▶ _Work instruction_: Look through the lines below and extract each one that contains "nodes".

▶ _Source material_:
━━━━━━━━
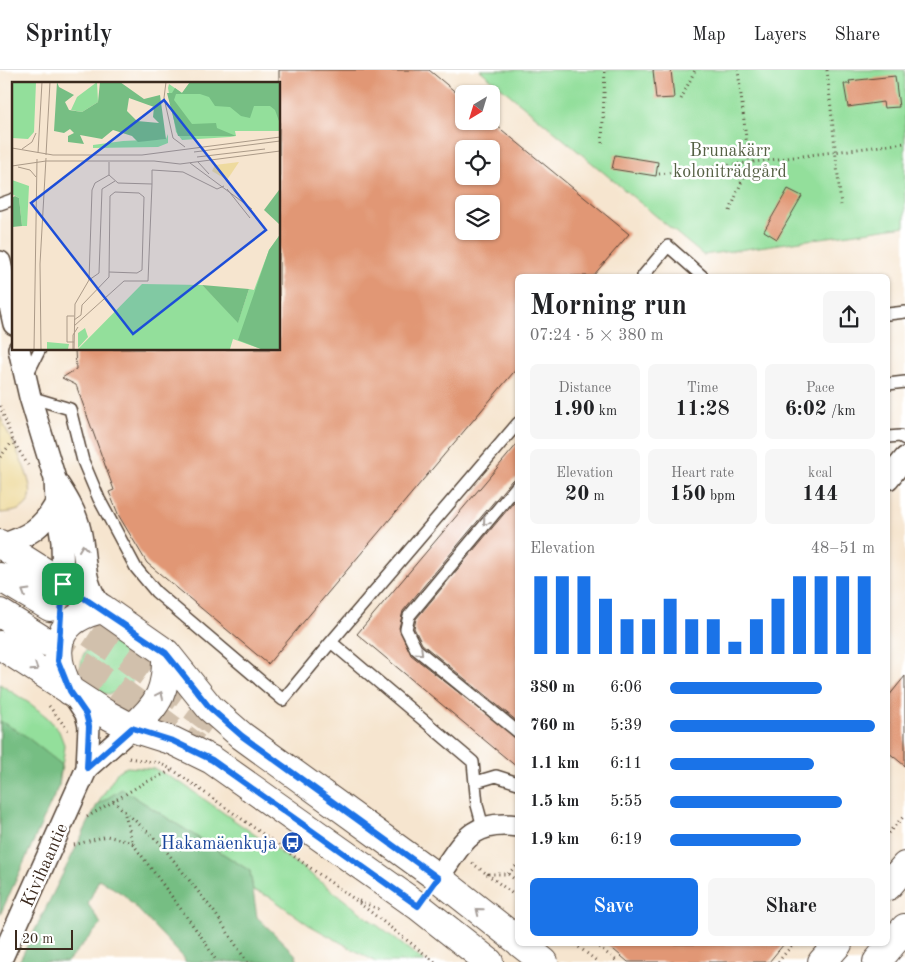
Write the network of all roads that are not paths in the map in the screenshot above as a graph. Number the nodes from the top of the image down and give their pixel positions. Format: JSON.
{"nodes":[{"id":1,"x":12,"y":200,"type":"edge"},
{"id":2,"x":0,"y":204,"type":"edge"},
{"id":3,"x":0,"y":262,"type":"edge"},
{"id":4,"x":645,"y":274,"type":"edge"},
{"id":5,"x":700,"y":274,"type":"edge"},
{"id":6,"x":905,"y":312,"type":"edge"},
{"id":7,"x":890,"y":314,"type":"edge"},
{"id":8,"x":12,"y":315,"type":"edge"},
{"id":9,"x":35,"y":350,"type":"edge"},
{"id":10,"x":905,"y":382,"type":"edge"},
{"id":11,"x":890,"y":384,"type":"edge"},
{"id":12,"x":28,"y":387,"type":"junction"},
{"id":13,"x":515,"y":427,"type":"edge"},
{"id":14,"x":890,"y":437,"type":"edge"},
{"id":15,"x":905,"y":439,"type":"edge"},
{"id":16,"x":905,"y":458,"type":"edge"},
{"id":17,"x":890,"y":477,"type":"edge"},
{"id":18,"x":55,"y":479,"type":"junction"},
{"id":19,"x":515,"y":489,"type":"edge"},
{"id":20,"x":56,"y":502,"type":"junction"},
{"id":21,"x":1,"y":544,"type":"edge"},
{"id":22,"x":0,"y":577,"type":"edge"},
{"id":23,"x":63,"y":584,"type":"junction"},
{"id":24,"x":50,"y":607,"type":"tunnel mouth"},
{"id":25,"x":103,"y":609,"type":"junction"},
{"id":26,"x":0,"y":613,"type":"edge"},
{"id":27,"x":53,"y":640,"type":"junction"},
{"id":28,"x":331,"y":642,"type":"junction"},
{"id":29,"x":0,"y":645,"type":"edge"},
{"id":30,"x":166,"y":653,"type":"junction"},
{"id":31,"x":70,"y":691,"type":"junction"},
{"id":32,"x":132,"y":728,"type":"junction"},
{"id":33,"x":515,"y":730,"type":"edge"},
{"id":34,"x":87,"y":768,"type":"junction"},
{"id":35,"x":476,"y":782,"type":"junction"},
{"id":36,"x":515,"y":782,"type":"edge"},
{"id":37,"x":515,"y":826,"type":"edge"},
{"id":38,"x":483,"y":827,"type":"junction"},
{"id":39,"x":905,"y":866,"type":"edge"},
{"id":40,"x":438,"y":878,"type":"junction"},
{"id":41,"x":890,"y":884,"type":"edge"},
{"id":42,"x":418,"y":906,"type":"junction"},
{"id":43,"x":905,"y":928,"type":"edge"},
{"id":44,"x":515,"y":939,"type":"edge"},
{"id":45,"x":524,"y":946,"type":"edge"},
{"id":46,"x":836,"y":946,"type":"edge"},
{"id":47,"x":0,"y":962,"type":"edge"},
{"id":48,"x":489,"y":962,"type":"edge"},
{"id":49,"x":544,"y":962,"type":"edge"},
{"id":50,"x":822,"y":962,"type":"edge"},
{"id":51,"x":877,"y":962,"type":"edge"}],
"edges":[{"from":1,"to":2,"type":"lane"},
{"from":3,"to":8,"type":"street"},
{"from":4,"to":5,"type":"lane"},
{"from":6,"to":7,"type":"lane"},
{"from":9,"to":12,"type":"street"},
{"from":10,"to":11,"type":"lane"},
{"from":12,"to":18,"type":"street"},
{"from":12,"to":28,"type":"lane"},
{"from":13,"to":28,"type":"lane"},
{"from":14,"to":15,"type":"lane"},
{"from":16,"to":17,"type":"street"},
{"from":18,"to":20,"type":"street"},
{"from":25,"to":18,"type":"street","one_way":true},
{"from":19,"to":33,"type":"lane","one_way":true},
{"from":20,"to":21,"type":"street"},
{"from":20,"to":23,"type":"street"},
{"from":21,"to":23,"type":"main road"},
{"from":24,"to":22,"type":"main road","one_way":true},
{"from":23,"to":25,"type":"main road"},
{"from":23,"to":27,"type":"main road"},
{"from":25,"to":27,"type":"main road"},
{"from":25,"to":30,"type":"main road"},
{"from":26,"to":27,"type":"main road"},
{"from":27,"to":31,"type":"main road"},
{"from":28,"to":35,"type":"lane"},
{"from":29,"to":31,"type":"main road","one_way":true},
{"from":32,"to":30,"type":"main road","one_way":true},
{"from":30,"to":40,"type":"main road"},
{"from":31,"to":32,"type":"main road"},
{"from":31,"to":34,"type":"street","name":"Kivihaantie"},
{"from":32,"to":34,"type":"street","name":"Kivihaantie"},
{"from":32,"to":42,"type":"main road"},
{"from":34,"to":47,"type":"street","name":"Kivihaantie"},
{"from":35,"to":36,"type":"lane"},
{"from":35,"to":38,"type":"lane"},
{"from":37,"to":38,"type":"street"},
{"from":38,"to":40,"type":"street"},
{"from":39,"to":41,"type":"main road"},
{"from":40,"to":42,"type":"main road"},
{"from":44,"to":40,"type":"main road","one_way":true},
{"from":42,"to":48,"type":"main road"},
{"from":43,"to":51,"type":"main road"},
{"from":45,"to":49,"type":"main road"},
{"from":46,"to":50,"type":"main road"}]}
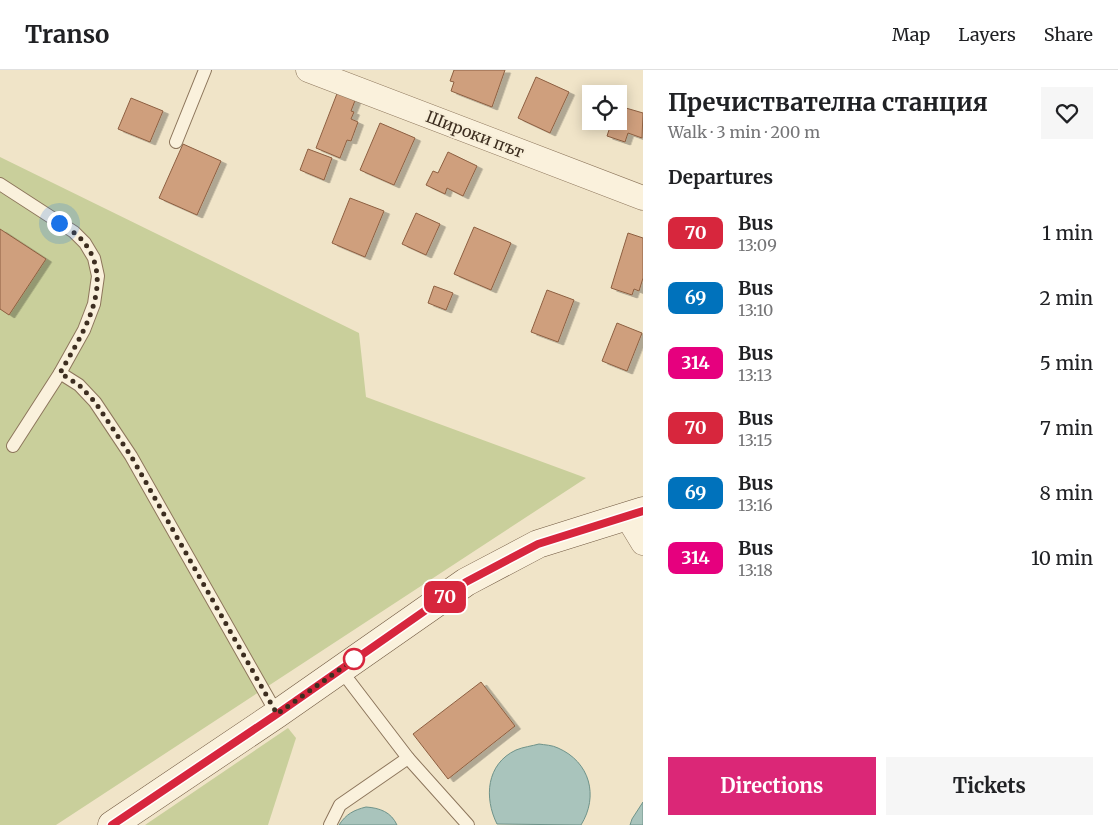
━━━━━━━━
▶ _Answer box_:
Write the network of all roads that are not paths in the map in the screenshot above as a graph. Number the nodes from the top of the image down and give their pixel positions. Format: JSON.
{"nodes":[{"id":1,"x":12,"y":200,"type":"edge"},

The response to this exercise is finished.